PBN Research Lab

Tool

Notebook-first paint-by-number R&D: compare pipelines, score outputs, iterate locally with checkpointed runs.

PBN Research Lab


Hypothesis


I can compare paint-by-number style pipelines (A/B/C) with repeatable metrics, optional human rubric scores, and logged runs on disk, so improvement is data-shaped instead of eyeballing the latest PNG folder.




Why This Matters to Me


This is lab tooling: judgment-heavy image work benefits from a tight loop (run → see variants → score → log). The goal is to learn what “good PBN” means before any product wrapper exists.




Who It's For


Me (or anyone cloning the repo) running local experiments on my images and my run logs.

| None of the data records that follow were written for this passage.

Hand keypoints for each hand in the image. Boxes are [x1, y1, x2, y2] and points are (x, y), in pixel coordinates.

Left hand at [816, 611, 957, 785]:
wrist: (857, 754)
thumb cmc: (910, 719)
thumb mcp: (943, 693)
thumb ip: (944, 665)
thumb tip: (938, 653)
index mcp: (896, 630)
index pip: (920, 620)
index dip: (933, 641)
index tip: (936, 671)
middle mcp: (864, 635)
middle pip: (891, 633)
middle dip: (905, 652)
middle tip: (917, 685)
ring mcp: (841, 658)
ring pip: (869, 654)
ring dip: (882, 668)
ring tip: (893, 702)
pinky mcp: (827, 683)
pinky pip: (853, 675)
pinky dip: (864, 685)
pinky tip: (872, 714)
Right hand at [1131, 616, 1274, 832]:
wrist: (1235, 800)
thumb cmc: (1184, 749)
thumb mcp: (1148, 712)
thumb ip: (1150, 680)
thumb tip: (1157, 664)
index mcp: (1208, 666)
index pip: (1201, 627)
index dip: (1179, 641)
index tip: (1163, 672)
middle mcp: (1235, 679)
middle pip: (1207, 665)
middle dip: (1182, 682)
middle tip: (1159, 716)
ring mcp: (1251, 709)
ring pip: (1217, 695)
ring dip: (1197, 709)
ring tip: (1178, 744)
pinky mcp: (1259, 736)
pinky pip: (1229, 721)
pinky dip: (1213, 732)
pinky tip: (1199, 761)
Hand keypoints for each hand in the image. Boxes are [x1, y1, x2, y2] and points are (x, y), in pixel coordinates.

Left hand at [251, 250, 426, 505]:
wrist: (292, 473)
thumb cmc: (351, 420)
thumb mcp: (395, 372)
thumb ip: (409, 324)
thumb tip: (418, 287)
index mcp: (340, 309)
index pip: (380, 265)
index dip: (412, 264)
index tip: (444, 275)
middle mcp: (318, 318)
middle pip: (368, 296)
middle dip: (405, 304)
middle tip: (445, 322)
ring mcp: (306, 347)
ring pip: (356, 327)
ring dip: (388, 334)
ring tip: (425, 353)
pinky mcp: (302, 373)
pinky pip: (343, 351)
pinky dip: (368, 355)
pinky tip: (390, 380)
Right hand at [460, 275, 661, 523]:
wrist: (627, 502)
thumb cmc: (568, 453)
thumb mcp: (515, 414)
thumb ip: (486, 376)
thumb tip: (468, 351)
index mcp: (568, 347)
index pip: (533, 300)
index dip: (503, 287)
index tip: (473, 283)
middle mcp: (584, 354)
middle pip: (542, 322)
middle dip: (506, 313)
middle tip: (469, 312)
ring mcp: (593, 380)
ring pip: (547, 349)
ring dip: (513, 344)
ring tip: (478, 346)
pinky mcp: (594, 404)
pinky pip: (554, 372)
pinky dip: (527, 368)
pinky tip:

Not for a public SaaS, automated hosting, or customer support—those stay out of scope in the PRD.




What It Does


  • Local web UI plus CLI to run pipelines, view previews, and read auto metrics
  • Human sliders (e.g. subject clarity, paintability) blended with auto scores per configured weights
  • One-click logging to `assets/output/` (runs, manifests) for traceability
  • Sweeps for budgeted search when the UI is not enough



Existing Options


Product / approachPriceUser BaseStrengthLimitation
Ad hoc scripts / notebooks$0universalFlexibleDrift; hard to compare runs
ML experiment trackersVariesteamsStrong for model metricsOverkill; may not map to PBN human judgments
Consumer PBN appsFree–$large; unknownProductized outputOpaque; not a research surface

Gap: a local-first loop tuned to PBN—variants, side-by-sides, logged judgment—in one place.